Uniqueness and Non-Uniqueness of Semigroups Generated by Singular Diffusion Operators
Author | : Andreas Eberle |
Publisher | : Springer |
Total Pages | : 265 |
Release | : 2007-01-05 |
ISBN-13 | : 9783540480761 |
ISBN-10 | : 3540480765 |
Rating | : 4/5 (65 Downloads) |
Download or read book Uniqueness and Non-Uniqueness of Semigroups Generated by Singular Diffusion Operators written by Andreas Eberle and published by Springer. This book was released on 2007-01-05 with total page 265 pages. Available in PDF, EPUB and Kindle. Book excerpt: This book addresses both probabilists working on diffusion processes and analysts interested in linear parabolic partial differential equations with singular coefficients.

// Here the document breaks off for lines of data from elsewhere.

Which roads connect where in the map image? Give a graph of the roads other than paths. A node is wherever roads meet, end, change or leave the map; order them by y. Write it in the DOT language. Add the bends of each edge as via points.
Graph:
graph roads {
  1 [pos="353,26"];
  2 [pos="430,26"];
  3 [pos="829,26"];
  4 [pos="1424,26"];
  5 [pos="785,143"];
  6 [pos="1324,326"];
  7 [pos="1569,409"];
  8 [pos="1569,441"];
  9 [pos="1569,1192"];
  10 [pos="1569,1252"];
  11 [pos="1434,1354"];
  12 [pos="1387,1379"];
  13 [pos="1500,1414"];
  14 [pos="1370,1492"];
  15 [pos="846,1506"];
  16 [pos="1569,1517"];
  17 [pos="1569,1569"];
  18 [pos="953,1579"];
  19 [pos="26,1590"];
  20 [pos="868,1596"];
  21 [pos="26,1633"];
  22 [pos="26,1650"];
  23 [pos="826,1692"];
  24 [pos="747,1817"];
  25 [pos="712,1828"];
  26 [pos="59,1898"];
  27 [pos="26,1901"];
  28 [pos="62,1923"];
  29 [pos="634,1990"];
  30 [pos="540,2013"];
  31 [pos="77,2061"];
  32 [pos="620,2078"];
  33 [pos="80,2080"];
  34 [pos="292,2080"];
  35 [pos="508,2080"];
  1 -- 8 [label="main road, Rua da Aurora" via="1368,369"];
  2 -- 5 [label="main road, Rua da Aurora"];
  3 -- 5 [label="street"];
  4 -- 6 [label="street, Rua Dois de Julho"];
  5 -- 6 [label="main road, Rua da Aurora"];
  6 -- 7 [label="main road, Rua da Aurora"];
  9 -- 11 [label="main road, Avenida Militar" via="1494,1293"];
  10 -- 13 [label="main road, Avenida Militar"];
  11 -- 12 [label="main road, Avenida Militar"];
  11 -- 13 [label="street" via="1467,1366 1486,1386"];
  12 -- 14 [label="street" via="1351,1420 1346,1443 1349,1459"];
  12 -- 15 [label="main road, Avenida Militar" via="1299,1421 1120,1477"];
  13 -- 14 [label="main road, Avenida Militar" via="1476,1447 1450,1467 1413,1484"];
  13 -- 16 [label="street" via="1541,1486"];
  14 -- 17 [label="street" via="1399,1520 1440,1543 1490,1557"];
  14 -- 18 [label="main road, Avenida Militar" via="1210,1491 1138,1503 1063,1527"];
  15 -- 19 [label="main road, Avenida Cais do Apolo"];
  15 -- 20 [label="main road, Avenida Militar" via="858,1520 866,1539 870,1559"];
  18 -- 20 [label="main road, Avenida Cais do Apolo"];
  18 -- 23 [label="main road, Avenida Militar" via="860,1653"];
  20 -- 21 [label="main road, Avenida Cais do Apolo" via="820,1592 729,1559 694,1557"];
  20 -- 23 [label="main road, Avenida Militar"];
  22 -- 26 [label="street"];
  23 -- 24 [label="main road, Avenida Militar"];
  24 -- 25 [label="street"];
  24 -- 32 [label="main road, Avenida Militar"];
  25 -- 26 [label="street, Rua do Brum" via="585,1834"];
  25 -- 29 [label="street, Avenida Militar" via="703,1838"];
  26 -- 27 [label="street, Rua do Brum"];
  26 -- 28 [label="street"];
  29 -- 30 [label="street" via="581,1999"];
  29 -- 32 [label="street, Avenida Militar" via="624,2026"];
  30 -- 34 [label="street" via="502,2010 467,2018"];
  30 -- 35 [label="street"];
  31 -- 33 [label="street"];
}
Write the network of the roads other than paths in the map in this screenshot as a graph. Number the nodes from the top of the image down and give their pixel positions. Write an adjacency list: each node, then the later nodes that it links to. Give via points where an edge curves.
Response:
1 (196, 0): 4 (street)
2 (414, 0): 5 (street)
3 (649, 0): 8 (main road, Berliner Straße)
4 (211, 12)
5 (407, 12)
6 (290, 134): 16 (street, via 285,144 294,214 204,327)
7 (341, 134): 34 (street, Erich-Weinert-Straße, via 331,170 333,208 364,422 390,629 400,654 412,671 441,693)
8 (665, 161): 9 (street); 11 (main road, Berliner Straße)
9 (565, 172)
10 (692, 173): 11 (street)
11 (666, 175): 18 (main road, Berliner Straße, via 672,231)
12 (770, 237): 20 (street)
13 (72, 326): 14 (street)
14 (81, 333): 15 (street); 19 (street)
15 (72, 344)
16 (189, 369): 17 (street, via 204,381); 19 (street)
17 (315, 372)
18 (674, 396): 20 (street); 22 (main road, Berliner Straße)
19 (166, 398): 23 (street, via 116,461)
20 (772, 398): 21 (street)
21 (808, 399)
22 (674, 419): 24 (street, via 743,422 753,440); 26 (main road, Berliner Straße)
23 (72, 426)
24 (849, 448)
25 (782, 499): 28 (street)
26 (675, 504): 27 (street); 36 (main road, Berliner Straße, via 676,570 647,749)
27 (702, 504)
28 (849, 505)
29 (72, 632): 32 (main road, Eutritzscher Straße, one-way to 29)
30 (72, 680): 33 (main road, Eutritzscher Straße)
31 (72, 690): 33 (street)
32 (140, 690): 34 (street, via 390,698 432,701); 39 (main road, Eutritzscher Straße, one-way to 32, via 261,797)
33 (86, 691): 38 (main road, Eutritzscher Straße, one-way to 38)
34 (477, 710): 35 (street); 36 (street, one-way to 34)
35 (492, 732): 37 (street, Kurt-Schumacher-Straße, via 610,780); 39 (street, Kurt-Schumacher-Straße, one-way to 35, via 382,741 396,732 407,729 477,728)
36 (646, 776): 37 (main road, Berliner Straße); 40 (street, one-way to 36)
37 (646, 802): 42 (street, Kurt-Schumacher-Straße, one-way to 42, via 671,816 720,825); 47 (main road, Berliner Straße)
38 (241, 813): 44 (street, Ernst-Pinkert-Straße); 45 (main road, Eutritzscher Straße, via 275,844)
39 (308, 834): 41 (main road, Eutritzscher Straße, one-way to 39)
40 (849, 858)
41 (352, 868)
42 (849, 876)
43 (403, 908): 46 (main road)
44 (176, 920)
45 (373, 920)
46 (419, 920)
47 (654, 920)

The central question discussed is whether a given diffusion operator, i.e., a second order linear differential operator without zeroth order term, which is a priori defined on test functions over some (finite or infinite dimensional) state space only, uniquely determines a strongly continuous semigroup on a corresponding weighted Lp space. Particular emphasis is placed on phenomena causing non-uniqueness, as well as on the relation between different notions of uniqueness appearing in analytic and probabilistic contexts.